Start of Block
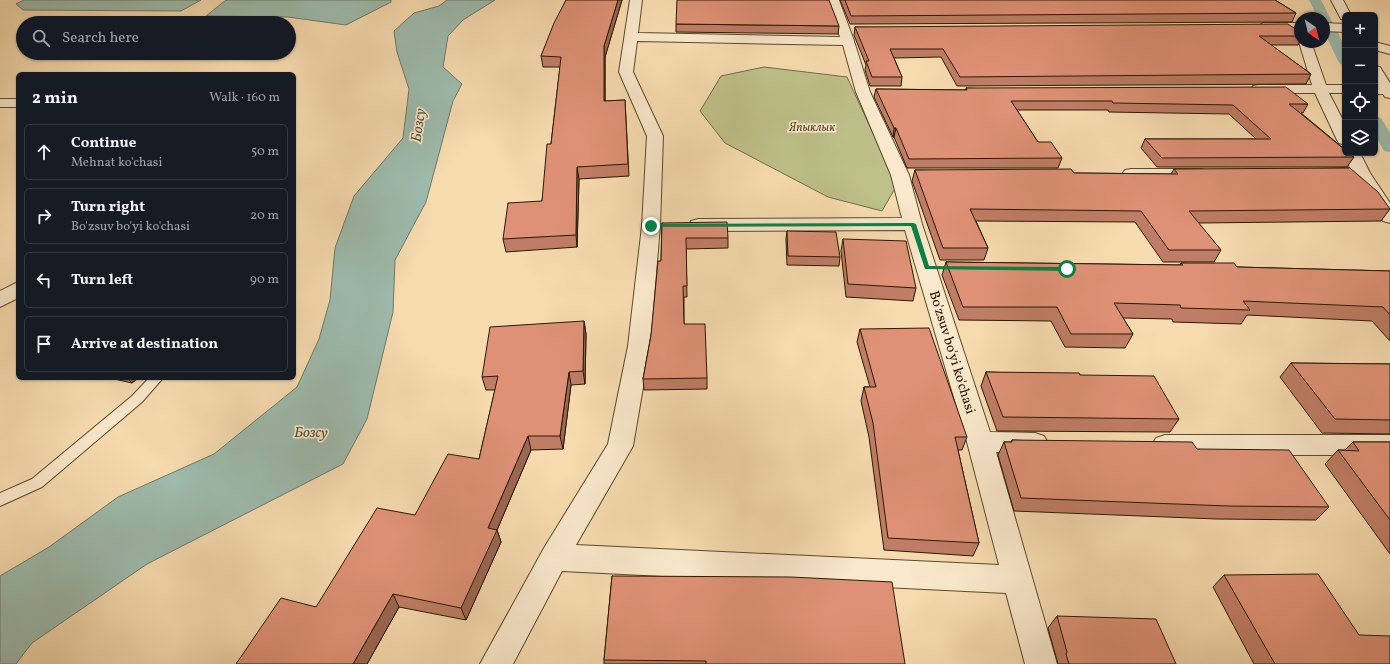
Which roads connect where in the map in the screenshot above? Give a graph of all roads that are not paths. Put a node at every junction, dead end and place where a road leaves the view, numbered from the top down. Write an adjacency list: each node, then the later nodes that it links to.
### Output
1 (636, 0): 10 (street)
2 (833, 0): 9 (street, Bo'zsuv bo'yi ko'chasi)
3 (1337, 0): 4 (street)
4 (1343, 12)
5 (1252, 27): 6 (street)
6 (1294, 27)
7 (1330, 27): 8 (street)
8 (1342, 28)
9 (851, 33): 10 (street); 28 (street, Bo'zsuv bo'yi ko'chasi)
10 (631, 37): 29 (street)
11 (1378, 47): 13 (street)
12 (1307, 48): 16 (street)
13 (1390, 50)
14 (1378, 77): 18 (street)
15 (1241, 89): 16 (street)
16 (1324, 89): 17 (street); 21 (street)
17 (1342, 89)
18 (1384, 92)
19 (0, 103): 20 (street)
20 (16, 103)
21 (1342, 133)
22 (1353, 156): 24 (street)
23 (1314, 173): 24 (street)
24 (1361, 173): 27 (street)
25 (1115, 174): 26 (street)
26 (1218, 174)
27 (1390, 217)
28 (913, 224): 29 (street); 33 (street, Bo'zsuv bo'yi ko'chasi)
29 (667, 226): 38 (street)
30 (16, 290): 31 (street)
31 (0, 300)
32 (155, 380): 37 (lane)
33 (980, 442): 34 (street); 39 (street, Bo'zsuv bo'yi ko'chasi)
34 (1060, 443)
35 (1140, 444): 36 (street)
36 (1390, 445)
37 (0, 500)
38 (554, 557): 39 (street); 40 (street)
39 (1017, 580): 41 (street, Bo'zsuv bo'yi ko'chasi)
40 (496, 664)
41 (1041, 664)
End of Block
Start of Block
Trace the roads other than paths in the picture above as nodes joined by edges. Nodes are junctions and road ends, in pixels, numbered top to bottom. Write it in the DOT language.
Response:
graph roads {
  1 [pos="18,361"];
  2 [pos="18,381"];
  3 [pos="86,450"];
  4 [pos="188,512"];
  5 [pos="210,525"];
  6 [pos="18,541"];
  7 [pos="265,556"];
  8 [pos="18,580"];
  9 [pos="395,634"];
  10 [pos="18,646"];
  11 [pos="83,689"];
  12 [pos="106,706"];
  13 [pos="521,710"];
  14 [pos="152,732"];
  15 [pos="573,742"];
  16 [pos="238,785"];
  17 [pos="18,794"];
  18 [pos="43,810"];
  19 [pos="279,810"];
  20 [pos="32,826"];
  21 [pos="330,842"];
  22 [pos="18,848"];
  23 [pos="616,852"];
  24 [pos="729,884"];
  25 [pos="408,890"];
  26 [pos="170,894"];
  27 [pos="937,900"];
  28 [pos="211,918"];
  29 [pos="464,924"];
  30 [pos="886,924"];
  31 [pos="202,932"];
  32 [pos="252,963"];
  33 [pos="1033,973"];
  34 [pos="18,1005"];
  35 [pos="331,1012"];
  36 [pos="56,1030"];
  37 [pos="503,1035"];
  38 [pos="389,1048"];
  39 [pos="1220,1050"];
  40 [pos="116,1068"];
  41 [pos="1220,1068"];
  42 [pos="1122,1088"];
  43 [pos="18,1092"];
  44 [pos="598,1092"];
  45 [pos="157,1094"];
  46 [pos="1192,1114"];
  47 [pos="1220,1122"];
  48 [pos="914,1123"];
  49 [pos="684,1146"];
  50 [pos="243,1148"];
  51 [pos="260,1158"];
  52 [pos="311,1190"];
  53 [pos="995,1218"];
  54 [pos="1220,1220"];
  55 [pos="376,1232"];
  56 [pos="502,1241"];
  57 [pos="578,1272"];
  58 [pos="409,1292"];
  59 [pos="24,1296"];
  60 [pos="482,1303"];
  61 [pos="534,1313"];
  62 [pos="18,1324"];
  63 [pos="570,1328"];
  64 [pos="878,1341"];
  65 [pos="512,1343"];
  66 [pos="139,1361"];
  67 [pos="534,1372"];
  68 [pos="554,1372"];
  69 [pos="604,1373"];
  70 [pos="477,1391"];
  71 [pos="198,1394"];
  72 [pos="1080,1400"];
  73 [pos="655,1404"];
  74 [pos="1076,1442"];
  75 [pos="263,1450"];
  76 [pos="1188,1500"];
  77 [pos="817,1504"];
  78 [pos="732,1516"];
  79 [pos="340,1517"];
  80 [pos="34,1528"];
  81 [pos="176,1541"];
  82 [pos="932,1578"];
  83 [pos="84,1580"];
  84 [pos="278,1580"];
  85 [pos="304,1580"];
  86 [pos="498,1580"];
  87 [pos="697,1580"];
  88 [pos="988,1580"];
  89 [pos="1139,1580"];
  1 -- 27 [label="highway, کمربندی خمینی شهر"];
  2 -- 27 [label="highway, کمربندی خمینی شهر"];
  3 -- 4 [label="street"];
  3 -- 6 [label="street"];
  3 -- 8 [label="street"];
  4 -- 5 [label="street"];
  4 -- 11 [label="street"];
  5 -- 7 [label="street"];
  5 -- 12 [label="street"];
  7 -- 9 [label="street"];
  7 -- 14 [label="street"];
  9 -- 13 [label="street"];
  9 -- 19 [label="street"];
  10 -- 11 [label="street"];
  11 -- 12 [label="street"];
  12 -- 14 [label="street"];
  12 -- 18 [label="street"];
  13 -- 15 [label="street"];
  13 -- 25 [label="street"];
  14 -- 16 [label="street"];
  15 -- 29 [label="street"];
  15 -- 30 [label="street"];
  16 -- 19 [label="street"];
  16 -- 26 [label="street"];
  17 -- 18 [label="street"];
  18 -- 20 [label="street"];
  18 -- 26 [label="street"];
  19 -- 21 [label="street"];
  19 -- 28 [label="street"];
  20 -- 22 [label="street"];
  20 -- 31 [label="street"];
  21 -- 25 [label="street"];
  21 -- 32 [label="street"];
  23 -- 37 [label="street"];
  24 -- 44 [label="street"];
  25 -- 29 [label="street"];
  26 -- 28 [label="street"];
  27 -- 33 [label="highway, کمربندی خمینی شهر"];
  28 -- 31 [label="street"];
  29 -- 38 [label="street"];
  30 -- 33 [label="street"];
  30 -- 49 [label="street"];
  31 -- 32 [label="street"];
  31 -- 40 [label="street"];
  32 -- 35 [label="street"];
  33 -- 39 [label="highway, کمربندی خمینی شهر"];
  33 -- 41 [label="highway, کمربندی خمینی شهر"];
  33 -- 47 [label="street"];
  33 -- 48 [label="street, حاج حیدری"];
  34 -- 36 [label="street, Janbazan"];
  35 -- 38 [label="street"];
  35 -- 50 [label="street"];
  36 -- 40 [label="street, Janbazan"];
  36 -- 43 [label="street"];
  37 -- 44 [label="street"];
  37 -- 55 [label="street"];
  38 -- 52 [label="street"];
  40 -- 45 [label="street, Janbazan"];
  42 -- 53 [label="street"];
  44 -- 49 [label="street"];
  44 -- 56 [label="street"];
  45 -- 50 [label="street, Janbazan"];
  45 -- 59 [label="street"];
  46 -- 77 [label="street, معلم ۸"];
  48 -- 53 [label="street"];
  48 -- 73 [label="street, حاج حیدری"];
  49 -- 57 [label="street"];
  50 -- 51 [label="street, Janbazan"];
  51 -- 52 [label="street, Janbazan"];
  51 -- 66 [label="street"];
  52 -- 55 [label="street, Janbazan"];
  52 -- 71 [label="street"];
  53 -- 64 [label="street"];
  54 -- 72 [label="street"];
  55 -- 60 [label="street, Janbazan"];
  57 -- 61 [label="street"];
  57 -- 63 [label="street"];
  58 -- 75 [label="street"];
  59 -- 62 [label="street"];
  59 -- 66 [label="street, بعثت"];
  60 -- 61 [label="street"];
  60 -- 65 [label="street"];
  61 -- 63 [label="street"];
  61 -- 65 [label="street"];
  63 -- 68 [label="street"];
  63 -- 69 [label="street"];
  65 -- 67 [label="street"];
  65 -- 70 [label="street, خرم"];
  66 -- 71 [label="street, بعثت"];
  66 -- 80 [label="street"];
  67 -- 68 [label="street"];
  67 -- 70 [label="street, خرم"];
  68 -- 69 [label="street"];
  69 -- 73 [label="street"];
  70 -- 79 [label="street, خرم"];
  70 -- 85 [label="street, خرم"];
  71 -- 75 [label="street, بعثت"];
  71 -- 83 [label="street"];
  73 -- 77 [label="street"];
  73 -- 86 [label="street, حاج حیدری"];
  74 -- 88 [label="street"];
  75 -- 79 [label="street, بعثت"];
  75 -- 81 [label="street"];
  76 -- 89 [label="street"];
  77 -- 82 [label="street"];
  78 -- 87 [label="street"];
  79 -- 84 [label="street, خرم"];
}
End of Block
Start of Block
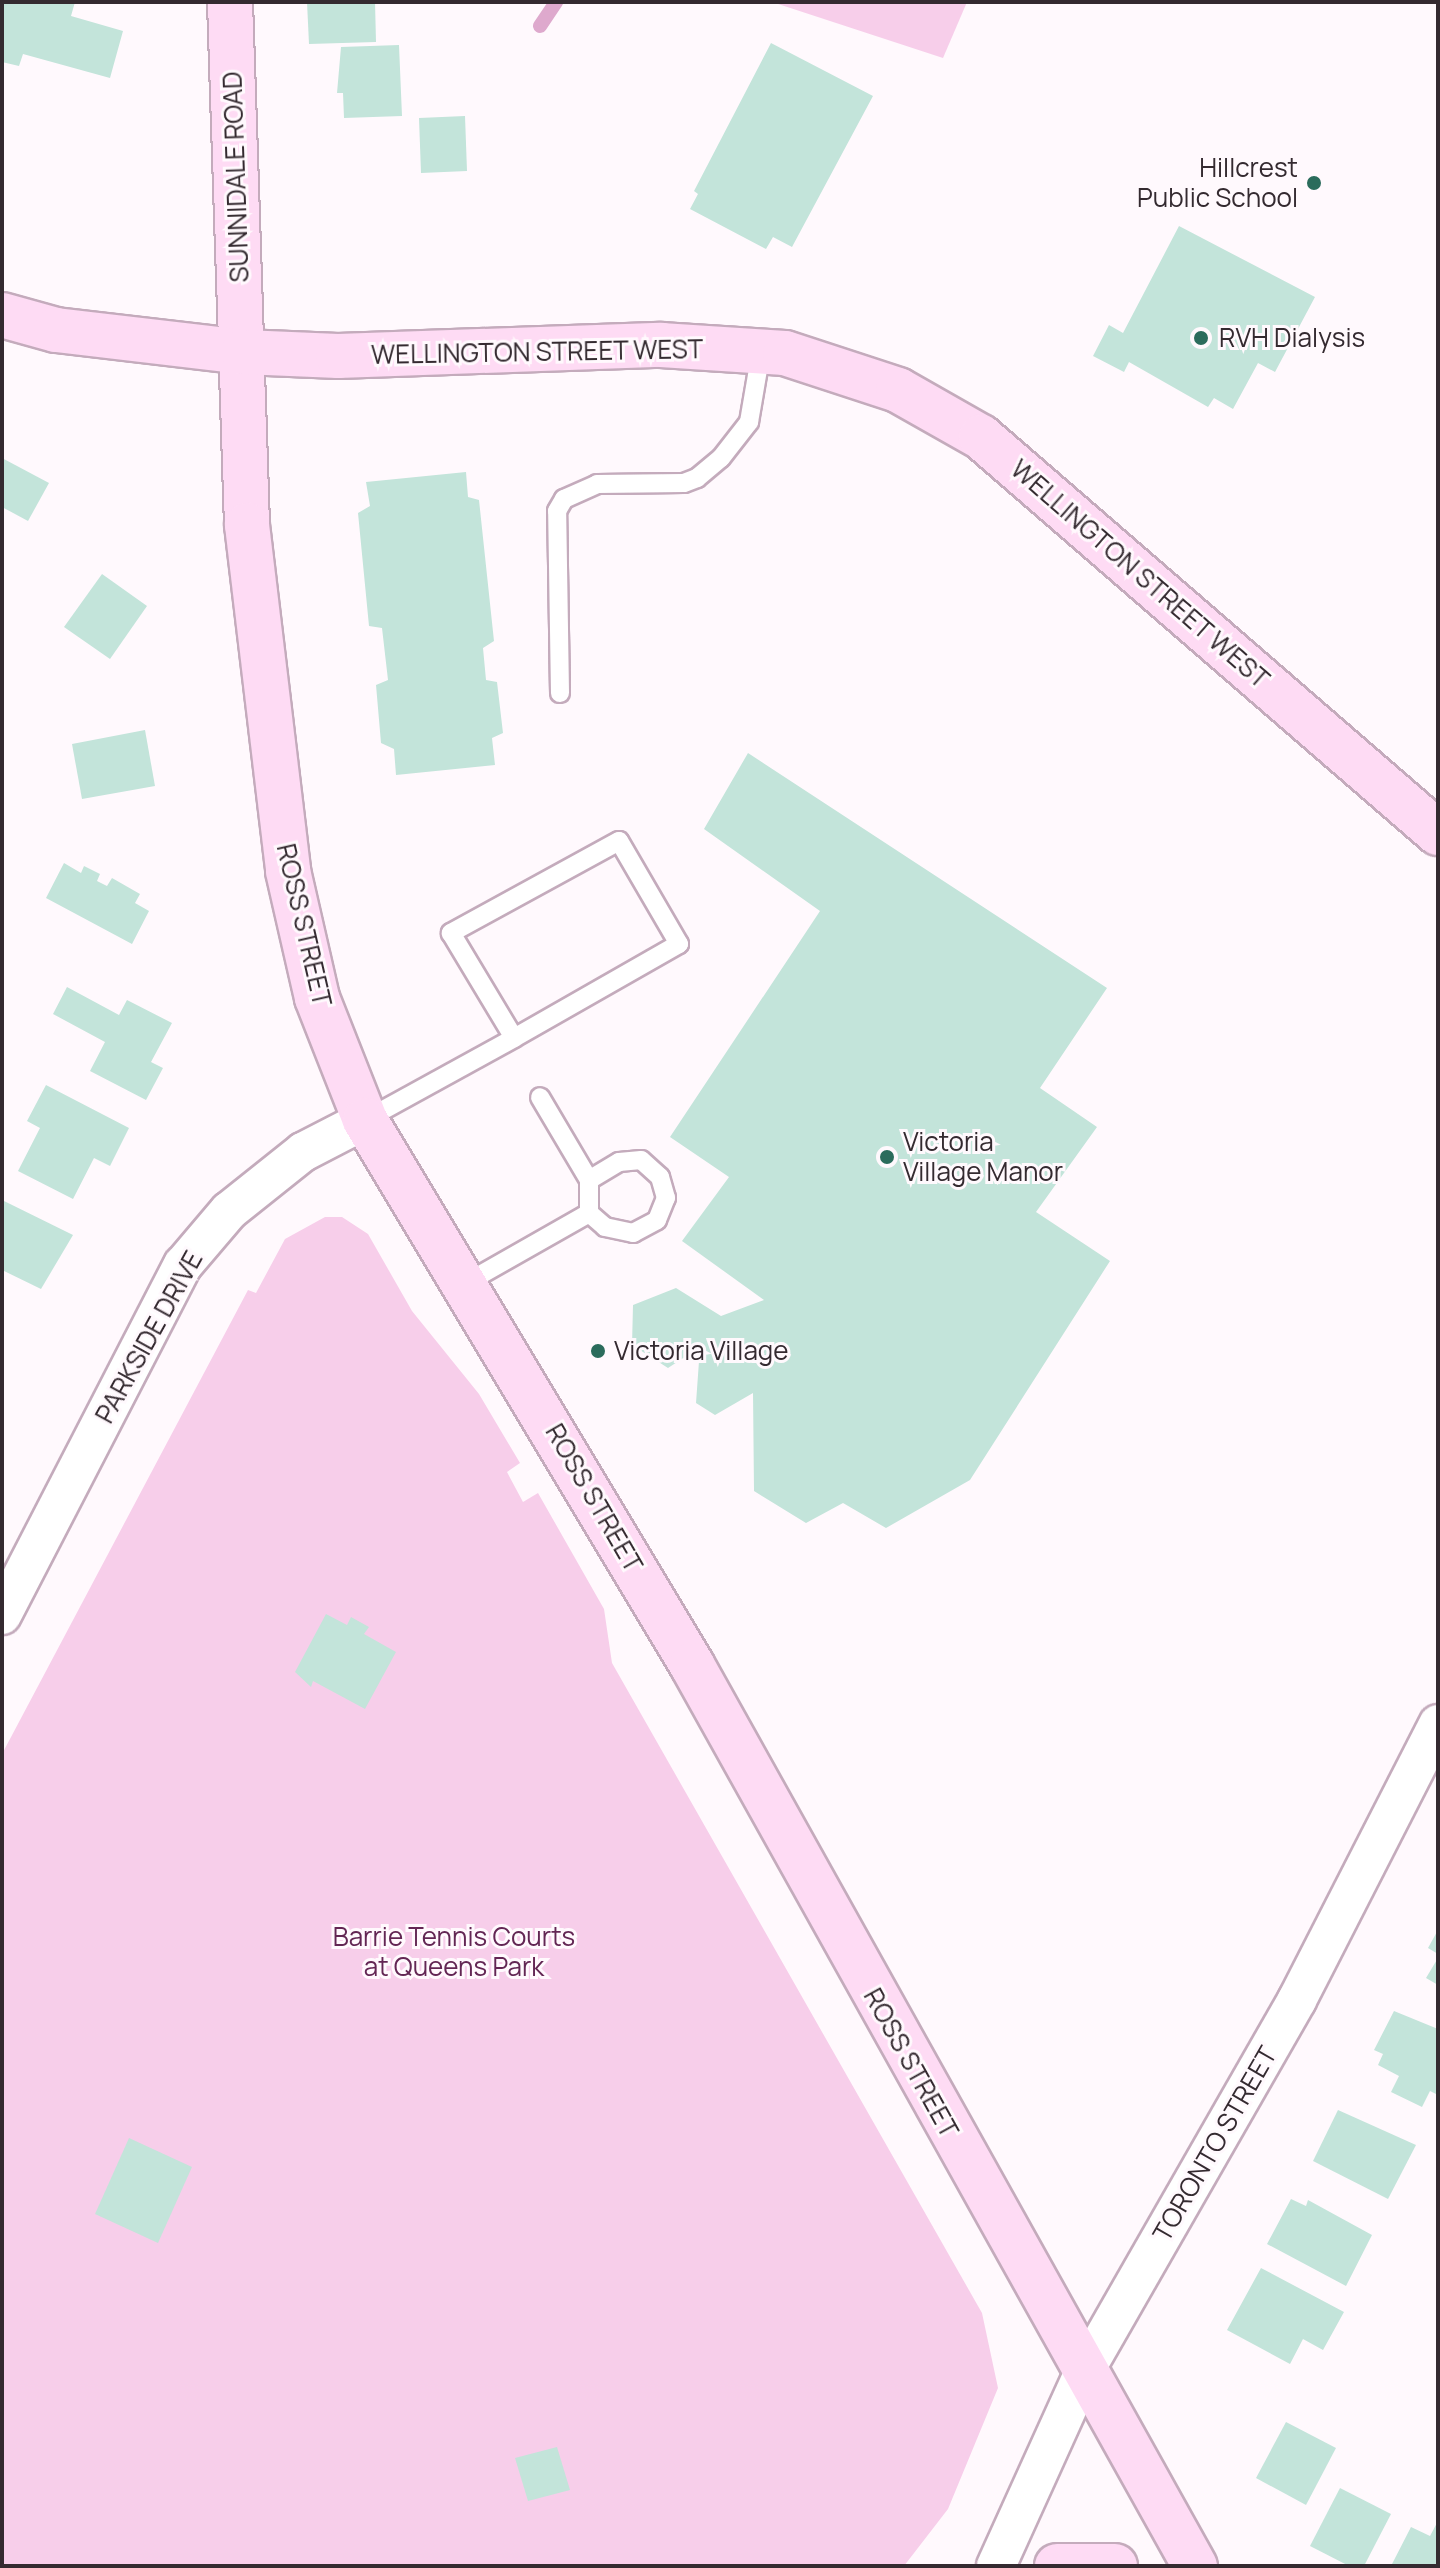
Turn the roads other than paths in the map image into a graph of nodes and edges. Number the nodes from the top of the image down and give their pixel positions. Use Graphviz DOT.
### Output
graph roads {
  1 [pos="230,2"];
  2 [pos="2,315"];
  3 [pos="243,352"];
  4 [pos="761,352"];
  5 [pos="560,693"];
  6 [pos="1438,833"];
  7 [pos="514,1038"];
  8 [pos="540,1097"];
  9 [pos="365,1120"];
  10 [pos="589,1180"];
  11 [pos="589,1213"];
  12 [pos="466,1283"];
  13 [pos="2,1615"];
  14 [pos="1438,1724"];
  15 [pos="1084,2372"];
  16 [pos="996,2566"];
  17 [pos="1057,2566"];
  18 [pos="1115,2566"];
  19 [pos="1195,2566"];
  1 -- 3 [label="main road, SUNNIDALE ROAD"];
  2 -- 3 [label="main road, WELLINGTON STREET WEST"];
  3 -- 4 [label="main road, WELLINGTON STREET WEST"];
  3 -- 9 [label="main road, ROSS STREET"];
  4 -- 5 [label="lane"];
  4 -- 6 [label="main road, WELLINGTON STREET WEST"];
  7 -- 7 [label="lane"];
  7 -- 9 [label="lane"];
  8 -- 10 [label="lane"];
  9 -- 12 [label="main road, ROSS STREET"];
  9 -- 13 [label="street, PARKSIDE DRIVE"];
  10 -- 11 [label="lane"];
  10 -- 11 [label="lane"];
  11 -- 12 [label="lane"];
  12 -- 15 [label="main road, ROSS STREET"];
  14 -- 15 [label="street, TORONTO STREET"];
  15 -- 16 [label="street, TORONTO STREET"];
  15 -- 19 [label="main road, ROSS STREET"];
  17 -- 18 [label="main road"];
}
End of Block
• What needs to be done: Reproduce every line from the entries that holds the word "down".

• Output for this task:
Which roads connect where in the map in the screenshot above? Give a graph of all roads that are not paths. Put a node at every junction, dead end and place where a road leaves the view, numbered from the top down. Write an adjacency list: each node, then the later nodes that it links to.
Turn the roads other than paths in the map image into a graph of nodes and edges. Number the nodes from the top of the image down and give their pixel positions. Use Graphviz DOT.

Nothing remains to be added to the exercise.